Royal Cornhill Hospital


Royal Cornhill Hospital is a psychiatric hospital in Westburn Road, Aberdeen, Scotland. It is managed by NHS Grampian.

History

The hospital was founded as the Aberdeen Lunatic Asylum in 1800. The city's dancing master, Francis Peacock, donated all the funds from the profits of his 1805 book on dancing to the asylum and an enlarged facility designed by Archibald Simpson opened in 1818.
It was renamed the Aberdeen Royal Lunatic Asylum in 1852 and a new hospital for sick and acute cases was built to the north of the existing facility in 1896. Pavilions for the treatment of tuberculosis were added in the 1920s and the facility became the Aberdeen Royal Mental Hospital in 1933. It suffered from bomb damage, which resulted in four fatalities, in 1943 during the Second World War.

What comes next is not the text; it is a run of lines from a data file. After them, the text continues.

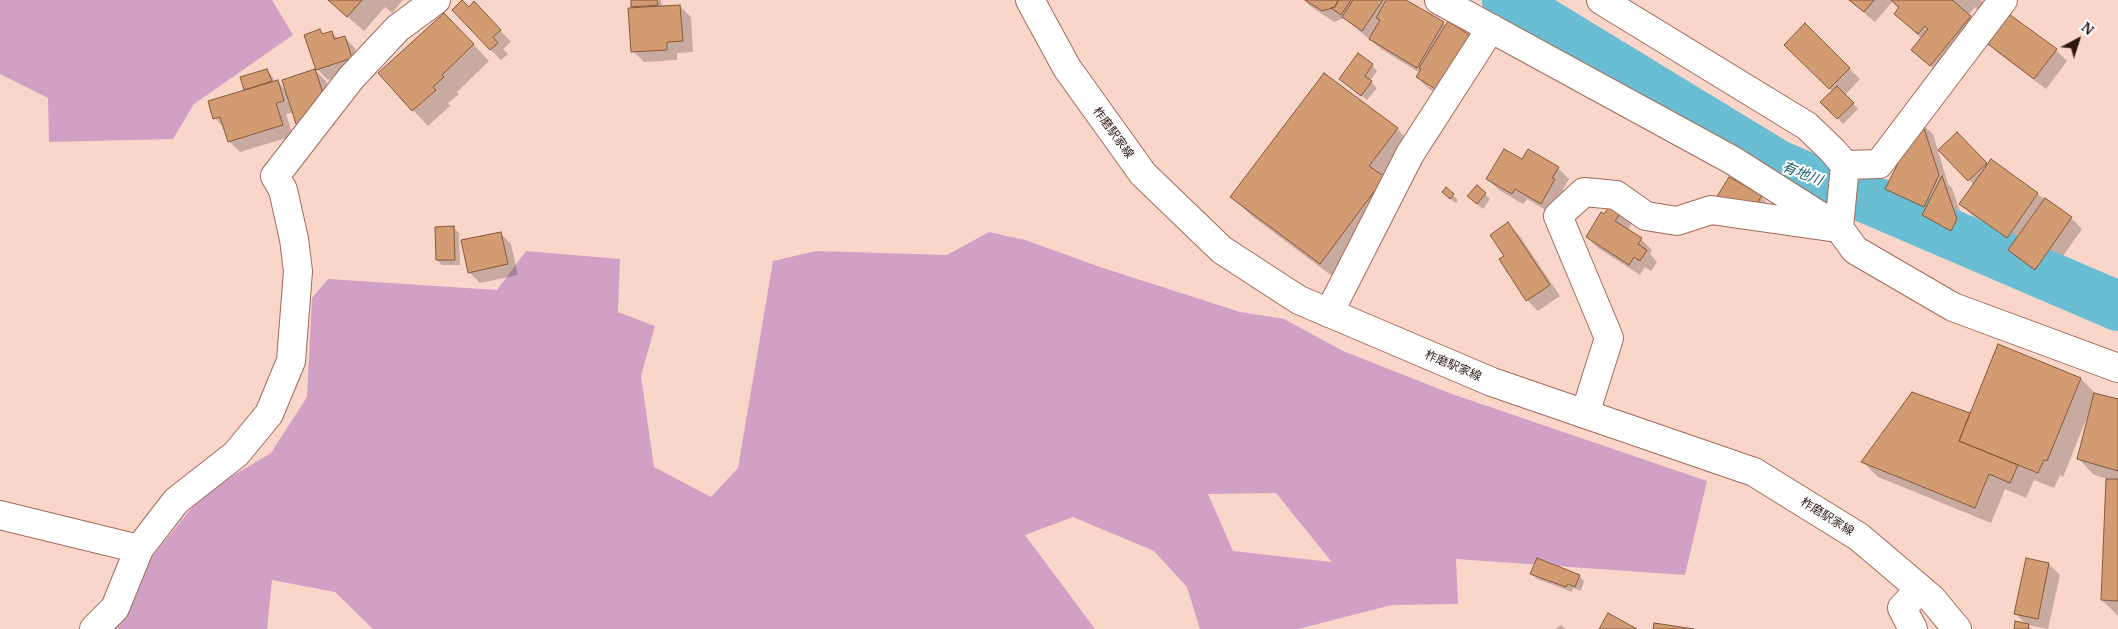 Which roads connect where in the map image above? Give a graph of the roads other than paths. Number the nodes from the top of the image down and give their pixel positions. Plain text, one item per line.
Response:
1 (436, 0) edge
2 (1030, 0) edge
3 (1439, 0) edge
4 (1601, 0) edge
5 (2003, 0) edge
6 (1491, 28) junction
7 (1845, 165) junction
8 (1839, 228) junction
9 (1329, 313) junction
10 (2118, 368) edge
11 (1585, 414) junction
12 (0, 515) edge
13 (139, 549) junction
14 (1920, 589) junction
15 (94, 629) edge
16 (1913, 629) edge
17 (1957, 629) edge

1 - 13 street
2 - 9 street, 柞磨駅家線
3 - 6 street
4 - 7 street
5 - 7 street
6 - 8 street
6 - 9 street
7 - 8 street
8 - 10 street
8 - 11 street
9 - 11 street, 柞磨駅家線
11 - 14 street, 柞磨駅家線
12 - 13 street
13 - 15 street
14 - 16 street
14 - 17 street, 柞磨駅家線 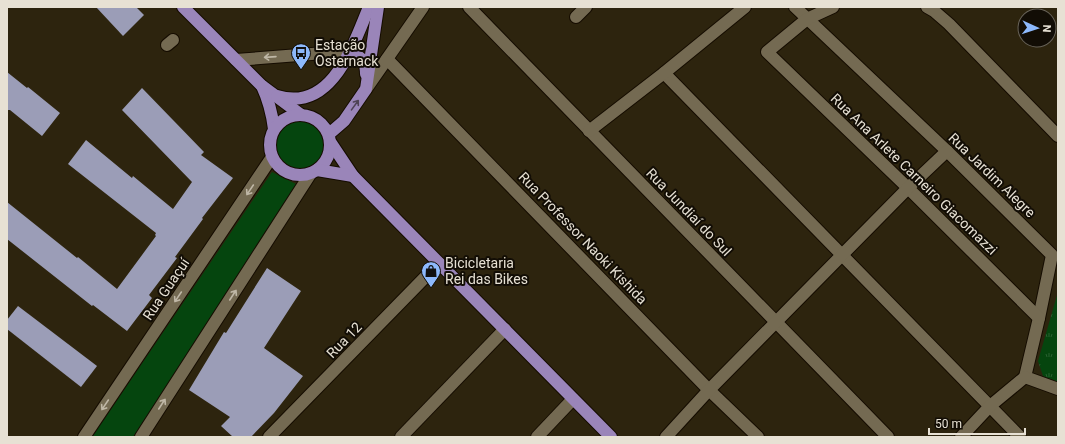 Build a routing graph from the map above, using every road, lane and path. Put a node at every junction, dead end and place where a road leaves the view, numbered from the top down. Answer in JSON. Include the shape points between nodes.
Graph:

The facility joined the National Health Service in 1948 and became the Royal Cornhill Hospital in 1964. It was completely redeveloped in the early 1990s and the new modernised facilities re-opened in 1994.
In 2013 the Health and Safety Executive issued an official warning that risk assessments at the hospital for patients in danger of self harming were insufficient, after three suicides.
In 2015 proposals were put forward to redevelop part of the site which was surplus to requirements for residential use.

Services

The hospital is the main centre for the treatment of people with mental health problems in Grampian.